I feel bad for vaginas. Really, I do. Out of all the body parts between the two sexes, women’s vaginas often get completely left out of any healthy conversation about sex and hooking up. Men and women will talk about breasts, penises, legs, abs, big asses, small asses…hell, we’ll even talk about someone’s feet before we talk about vaginas. As a result, I feel like the vagina often becomes a source of insecurity and mystery for both, the women who have them, and the people who enjoy having sex with them.
In fact, I’ve heard so many stories from my girl friends that involve their 'vagina anxiety' stopping them from getting the quality sex or hook-up that they very much deserve, that I realized someone needs to say something.
So I’ve put together a short list of the top causes of 'vagina anxiety', and why you can stop worrying about them:
1. The Color: Vulvas are not always pink. Get over it, people. The color of a person’s vulva is as varied as the color of all the skin tones in the world. If you have darker skin, the color of your vulva, may also be dark. If you have lighter skin, the colors of the outside of your vagina will also reflect that. Unfortunately, between porn and cosmetic techniques like anal bleaching, people have come to assume that all vulvas should look a certain way, and they don’t. They’re as unique as we are!

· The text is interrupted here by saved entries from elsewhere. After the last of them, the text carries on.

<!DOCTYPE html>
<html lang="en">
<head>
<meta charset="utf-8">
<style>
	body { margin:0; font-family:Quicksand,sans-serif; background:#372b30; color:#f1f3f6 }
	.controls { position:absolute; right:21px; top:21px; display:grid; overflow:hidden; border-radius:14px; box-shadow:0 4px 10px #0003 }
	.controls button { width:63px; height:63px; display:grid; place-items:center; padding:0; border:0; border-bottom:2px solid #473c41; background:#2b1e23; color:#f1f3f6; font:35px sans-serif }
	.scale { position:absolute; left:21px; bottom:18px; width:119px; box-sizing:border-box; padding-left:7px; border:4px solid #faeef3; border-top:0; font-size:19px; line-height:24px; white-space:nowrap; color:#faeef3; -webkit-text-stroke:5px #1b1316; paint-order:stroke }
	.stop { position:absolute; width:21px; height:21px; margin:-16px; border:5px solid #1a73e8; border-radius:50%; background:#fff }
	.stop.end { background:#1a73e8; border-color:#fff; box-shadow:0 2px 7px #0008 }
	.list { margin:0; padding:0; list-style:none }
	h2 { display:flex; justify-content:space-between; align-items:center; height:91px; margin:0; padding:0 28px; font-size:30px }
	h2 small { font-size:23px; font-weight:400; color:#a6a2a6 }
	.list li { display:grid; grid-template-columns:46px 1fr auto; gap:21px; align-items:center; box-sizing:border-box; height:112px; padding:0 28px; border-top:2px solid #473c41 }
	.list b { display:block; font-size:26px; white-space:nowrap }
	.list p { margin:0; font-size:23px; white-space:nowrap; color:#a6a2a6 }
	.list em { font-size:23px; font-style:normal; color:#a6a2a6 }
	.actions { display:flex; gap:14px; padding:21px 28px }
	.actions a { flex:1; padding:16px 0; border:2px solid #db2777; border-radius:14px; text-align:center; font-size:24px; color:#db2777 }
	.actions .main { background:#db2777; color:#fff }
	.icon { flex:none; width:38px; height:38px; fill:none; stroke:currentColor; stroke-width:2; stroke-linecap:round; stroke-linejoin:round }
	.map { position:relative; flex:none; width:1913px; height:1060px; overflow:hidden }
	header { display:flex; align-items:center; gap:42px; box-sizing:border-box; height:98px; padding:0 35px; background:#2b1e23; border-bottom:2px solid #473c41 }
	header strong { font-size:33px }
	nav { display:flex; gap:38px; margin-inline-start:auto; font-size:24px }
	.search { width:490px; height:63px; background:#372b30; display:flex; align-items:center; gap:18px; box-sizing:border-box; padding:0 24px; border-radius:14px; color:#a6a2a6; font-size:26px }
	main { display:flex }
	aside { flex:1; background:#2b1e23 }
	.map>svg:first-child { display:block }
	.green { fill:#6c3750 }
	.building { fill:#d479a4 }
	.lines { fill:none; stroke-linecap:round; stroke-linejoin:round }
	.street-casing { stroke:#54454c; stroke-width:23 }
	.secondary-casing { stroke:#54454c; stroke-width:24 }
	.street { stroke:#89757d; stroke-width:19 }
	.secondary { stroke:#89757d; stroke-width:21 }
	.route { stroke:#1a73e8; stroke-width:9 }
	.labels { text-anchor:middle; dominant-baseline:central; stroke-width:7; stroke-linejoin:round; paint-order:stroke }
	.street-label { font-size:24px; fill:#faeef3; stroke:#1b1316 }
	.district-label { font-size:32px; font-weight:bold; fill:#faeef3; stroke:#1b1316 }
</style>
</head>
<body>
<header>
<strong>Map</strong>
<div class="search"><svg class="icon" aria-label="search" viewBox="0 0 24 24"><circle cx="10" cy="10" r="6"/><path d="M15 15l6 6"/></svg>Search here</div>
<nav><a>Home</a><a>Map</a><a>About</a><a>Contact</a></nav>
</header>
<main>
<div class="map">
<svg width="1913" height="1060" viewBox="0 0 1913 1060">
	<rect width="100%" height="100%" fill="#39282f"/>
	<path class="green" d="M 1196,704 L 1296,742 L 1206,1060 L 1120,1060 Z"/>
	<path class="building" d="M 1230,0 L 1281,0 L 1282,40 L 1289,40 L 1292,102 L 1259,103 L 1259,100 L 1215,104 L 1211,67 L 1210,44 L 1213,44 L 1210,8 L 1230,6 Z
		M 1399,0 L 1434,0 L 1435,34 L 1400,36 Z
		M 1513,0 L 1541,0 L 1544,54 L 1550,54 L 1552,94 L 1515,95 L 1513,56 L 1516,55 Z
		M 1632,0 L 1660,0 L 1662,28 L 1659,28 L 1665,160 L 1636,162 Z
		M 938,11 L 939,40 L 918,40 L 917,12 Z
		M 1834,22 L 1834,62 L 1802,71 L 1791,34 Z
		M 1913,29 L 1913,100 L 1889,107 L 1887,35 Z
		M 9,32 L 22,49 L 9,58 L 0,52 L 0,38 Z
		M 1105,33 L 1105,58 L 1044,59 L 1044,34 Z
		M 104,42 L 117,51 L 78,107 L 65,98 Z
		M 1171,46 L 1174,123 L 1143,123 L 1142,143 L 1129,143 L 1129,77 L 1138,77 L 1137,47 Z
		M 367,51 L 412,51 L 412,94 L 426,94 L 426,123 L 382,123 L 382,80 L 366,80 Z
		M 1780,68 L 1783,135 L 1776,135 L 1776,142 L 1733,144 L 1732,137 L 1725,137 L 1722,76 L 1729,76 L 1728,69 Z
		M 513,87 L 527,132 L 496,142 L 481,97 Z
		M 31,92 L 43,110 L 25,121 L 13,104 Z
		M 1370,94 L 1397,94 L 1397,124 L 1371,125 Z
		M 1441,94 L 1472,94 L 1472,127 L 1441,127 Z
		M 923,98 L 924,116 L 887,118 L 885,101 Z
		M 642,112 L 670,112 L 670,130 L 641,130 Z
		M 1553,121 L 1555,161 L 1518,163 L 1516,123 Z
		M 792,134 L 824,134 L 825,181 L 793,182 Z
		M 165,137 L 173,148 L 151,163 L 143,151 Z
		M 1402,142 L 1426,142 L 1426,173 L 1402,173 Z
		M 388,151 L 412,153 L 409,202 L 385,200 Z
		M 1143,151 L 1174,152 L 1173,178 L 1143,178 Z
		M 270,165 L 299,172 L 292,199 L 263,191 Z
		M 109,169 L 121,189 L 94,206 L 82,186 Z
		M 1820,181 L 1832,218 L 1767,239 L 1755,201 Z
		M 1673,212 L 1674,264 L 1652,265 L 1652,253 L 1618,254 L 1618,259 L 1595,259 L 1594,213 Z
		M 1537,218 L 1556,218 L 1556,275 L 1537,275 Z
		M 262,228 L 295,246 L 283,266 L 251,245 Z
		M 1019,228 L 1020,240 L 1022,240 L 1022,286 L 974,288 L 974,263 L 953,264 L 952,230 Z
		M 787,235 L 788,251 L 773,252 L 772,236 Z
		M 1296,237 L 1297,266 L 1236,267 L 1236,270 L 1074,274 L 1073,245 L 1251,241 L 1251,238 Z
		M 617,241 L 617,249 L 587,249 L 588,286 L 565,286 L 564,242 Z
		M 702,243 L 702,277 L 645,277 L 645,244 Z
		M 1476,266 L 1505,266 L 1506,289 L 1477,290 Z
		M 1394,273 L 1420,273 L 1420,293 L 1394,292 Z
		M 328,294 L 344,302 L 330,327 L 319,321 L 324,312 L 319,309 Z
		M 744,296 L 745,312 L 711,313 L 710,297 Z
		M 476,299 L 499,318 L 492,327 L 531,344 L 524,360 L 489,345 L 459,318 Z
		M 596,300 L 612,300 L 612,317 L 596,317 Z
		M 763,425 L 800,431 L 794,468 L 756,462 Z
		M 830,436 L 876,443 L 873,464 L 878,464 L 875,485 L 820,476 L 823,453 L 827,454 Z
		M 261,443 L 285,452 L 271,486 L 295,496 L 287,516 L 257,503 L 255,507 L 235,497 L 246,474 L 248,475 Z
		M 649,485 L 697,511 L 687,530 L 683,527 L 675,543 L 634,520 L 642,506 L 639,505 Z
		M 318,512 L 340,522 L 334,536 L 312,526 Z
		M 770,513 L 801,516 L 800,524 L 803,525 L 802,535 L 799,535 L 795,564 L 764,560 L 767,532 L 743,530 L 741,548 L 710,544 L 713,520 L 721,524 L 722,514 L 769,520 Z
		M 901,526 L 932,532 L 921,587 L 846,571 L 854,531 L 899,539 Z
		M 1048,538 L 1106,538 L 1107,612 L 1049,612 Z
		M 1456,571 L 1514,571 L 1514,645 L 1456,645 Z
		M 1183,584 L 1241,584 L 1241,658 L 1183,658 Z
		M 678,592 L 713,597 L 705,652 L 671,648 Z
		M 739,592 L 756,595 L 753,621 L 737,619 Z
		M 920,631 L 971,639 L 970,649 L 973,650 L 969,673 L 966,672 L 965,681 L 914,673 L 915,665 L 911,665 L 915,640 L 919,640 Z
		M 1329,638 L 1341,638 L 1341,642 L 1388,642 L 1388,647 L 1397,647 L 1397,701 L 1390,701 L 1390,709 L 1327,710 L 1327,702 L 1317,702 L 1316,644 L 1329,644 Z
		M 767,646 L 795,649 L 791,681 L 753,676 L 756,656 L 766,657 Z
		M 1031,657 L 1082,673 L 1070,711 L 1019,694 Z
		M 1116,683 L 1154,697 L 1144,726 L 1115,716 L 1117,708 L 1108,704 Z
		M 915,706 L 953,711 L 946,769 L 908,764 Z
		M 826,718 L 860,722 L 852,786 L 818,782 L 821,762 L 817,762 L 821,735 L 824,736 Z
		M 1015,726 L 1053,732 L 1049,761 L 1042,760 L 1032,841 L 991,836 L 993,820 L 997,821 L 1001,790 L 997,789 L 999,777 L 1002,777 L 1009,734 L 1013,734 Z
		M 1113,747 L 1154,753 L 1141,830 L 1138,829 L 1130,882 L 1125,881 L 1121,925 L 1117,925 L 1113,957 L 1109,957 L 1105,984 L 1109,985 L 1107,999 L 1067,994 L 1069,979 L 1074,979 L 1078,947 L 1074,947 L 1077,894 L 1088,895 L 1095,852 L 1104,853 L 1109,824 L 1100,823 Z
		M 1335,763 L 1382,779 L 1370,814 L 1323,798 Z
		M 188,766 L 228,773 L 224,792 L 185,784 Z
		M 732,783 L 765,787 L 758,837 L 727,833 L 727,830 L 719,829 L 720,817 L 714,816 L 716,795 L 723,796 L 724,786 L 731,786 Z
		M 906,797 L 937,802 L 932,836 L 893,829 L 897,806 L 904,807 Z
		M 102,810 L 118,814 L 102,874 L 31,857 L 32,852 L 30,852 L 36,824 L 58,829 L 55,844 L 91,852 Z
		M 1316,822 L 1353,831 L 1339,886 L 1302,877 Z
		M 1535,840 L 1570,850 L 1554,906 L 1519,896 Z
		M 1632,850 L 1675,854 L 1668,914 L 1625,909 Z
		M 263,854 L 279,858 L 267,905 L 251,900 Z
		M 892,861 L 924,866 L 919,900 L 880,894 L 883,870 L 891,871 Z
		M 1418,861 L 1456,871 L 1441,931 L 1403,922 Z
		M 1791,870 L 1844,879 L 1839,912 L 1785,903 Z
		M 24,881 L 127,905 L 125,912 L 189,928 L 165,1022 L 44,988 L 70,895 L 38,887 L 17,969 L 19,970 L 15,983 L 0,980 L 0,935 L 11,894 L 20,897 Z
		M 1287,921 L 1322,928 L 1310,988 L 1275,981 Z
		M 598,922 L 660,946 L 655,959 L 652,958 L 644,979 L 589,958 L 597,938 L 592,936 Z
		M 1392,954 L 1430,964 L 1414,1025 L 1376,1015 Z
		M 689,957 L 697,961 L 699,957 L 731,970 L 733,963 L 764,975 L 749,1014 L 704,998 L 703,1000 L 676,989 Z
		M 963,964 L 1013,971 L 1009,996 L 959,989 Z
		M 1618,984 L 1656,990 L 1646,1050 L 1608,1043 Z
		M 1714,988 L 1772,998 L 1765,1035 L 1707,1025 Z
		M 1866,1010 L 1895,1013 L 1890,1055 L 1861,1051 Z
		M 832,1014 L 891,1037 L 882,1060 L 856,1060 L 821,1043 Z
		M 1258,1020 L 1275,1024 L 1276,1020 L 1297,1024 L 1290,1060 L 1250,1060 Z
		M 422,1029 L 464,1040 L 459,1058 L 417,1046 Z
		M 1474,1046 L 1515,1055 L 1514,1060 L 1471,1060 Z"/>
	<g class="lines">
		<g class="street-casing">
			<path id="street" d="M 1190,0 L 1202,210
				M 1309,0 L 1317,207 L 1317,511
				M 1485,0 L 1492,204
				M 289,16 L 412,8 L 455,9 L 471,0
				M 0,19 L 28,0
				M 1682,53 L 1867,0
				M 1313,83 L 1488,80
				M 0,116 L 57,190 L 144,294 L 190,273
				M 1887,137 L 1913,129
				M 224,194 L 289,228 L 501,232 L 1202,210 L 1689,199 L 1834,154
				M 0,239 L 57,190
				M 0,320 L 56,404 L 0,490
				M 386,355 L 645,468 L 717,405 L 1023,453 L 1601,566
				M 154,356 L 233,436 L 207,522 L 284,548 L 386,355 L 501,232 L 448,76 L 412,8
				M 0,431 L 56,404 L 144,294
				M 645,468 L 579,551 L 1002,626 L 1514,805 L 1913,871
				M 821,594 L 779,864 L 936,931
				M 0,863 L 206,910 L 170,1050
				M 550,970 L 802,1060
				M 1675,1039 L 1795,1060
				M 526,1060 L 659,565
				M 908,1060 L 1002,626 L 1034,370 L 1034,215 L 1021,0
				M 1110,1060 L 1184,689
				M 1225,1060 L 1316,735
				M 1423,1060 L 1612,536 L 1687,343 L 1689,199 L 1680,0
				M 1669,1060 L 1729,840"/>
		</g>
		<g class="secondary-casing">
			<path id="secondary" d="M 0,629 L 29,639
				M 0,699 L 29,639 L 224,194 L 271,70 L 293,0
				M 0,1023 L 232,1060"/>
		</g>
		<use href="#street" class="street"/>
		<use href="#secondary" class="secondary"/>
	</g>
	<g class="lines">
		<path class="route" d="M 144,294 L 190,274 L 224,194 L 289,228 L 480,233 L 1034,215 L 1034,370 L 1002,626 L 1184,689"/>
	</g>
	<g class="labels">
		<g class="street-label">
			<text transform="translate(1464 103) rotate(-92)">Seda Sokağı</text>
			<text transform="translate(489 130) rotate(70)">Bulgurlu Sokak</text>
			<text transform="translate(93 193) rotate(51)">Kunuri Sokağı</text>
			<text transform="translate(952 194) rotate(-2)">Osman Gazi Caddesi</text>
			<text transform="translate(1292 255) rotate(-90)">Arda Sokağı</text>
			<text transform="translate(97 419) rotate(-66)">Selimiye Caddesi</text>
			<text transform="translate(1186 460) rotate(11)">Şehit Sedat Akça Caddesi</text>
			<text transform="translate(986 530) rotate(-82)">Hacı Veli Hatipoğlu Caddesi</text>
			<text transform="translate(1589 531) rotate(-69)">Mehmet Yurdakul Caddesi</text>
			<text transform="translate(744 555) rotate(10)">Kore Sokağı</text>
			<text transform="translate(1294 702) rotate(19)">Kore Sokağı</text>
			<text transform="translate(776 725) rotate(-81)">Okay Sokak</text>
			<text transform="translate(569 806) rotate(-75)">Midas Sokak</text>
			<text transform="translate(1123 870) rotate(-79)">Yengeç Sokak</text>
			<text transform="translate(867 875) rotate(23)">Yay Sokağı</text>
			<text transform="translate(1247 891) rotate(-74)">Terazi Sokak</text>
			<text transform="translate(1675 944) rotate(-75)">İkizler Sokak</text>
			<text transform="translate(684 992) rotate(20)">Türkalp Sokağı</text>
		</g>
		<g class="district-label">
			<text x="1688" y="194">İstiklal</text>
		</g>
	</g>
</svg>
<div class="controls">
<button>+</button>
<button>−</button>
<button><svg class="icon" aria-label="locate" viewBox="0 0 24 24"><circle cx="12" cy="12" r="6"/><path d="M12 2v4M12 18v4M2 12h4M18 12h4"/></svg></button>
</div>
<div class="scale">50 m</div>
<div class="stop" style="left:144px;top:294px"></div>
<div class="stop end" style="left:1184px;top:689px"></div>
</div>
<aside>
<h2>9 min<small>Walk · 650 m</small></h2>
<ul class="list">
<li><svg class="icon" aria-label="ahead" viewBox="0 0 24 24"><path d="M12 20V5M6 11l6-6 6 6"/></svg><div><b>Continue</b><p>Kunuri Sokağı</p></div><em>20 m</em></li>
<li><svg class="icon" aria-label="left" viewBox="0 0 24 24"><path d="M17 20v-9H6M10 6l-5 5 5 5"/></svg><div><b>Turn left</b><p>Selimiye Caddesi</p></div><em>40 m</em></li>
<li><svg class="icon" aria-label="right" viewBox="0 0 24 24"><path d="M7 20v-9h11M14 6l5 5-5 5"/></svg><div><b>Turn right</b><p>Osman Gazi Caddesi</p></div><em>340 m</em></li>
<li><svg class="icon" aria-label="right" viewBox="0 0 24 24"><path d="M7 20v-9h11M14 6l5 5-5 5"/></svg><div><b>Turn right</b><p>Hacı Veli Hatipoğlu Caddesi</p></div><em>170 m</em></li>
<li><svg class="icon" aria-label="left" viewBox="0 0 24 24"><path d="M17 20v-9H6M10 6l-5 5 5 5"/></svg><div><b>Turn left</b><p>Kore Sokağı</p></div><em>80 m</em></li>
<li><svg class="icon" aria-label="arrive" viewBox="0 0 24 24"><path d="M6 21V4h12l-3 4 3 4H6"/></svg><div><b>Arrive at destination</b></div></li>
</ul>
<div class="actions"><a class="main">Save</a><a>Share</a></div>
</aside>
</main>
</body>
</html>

2. Uneven Lips: The first time I looked at my vagina in a mirror, I was horrified. It looked nothing like the text book images I had seen in health class, and I spent a good part of my adolescence convinced it was abnormal and ugly, and that no one should ever see it. Ever. Then I grew up a bit, had some real conversations with my friends, and did a bit of very risque “Googling.” And I learned some things… Similar to the color, the lips surrounding the vagina (aka labia) will vary in size and texture.
Some people will have symmetrical lips, some will have one that is larger than the other. It’s all normal. There are surgeries you can get to “even out” or reduce the size of the lips, but honestly, those should only be done if the lips cause actual pain during normal every day activities.
3. Sex Sounds: I’ve said it once, and I’ll say it again: a loud vagina is a happy vagina. Your vagina may make all sorts of sounds when it is turned on, wet, and having a blast. Any “embarrassment” caused by these sounds should be replaced with the satisfaction that you’re having an amazing hook up and that your body is actually enjoying.
4. Lubrication (or Lack of Lubrication): This is a simple one, that women stress too much about.
Too wet: Sometimes we get SUPER turned on to the point that we are so wet, our pleasure and sensations are diminished, as are our partners. If that’s the case, thank the universe that you’re with a partner who turns you on so much, grab a napkin, wipe down, and get going again.
Too dry: Just like a guy sometimes can’t get it up, despite being turned on, our vaginas also sometimes don’t respond to the sexual cues the rest of our body is responding to. If this happens, assure your partner it has nothing to do with them, grab some lube, and get going. No shame.
Side note: If you’re ever with anyone who comments negatively on the color or size or sound of your vagina, please stop having sex with them immediately and never call them again.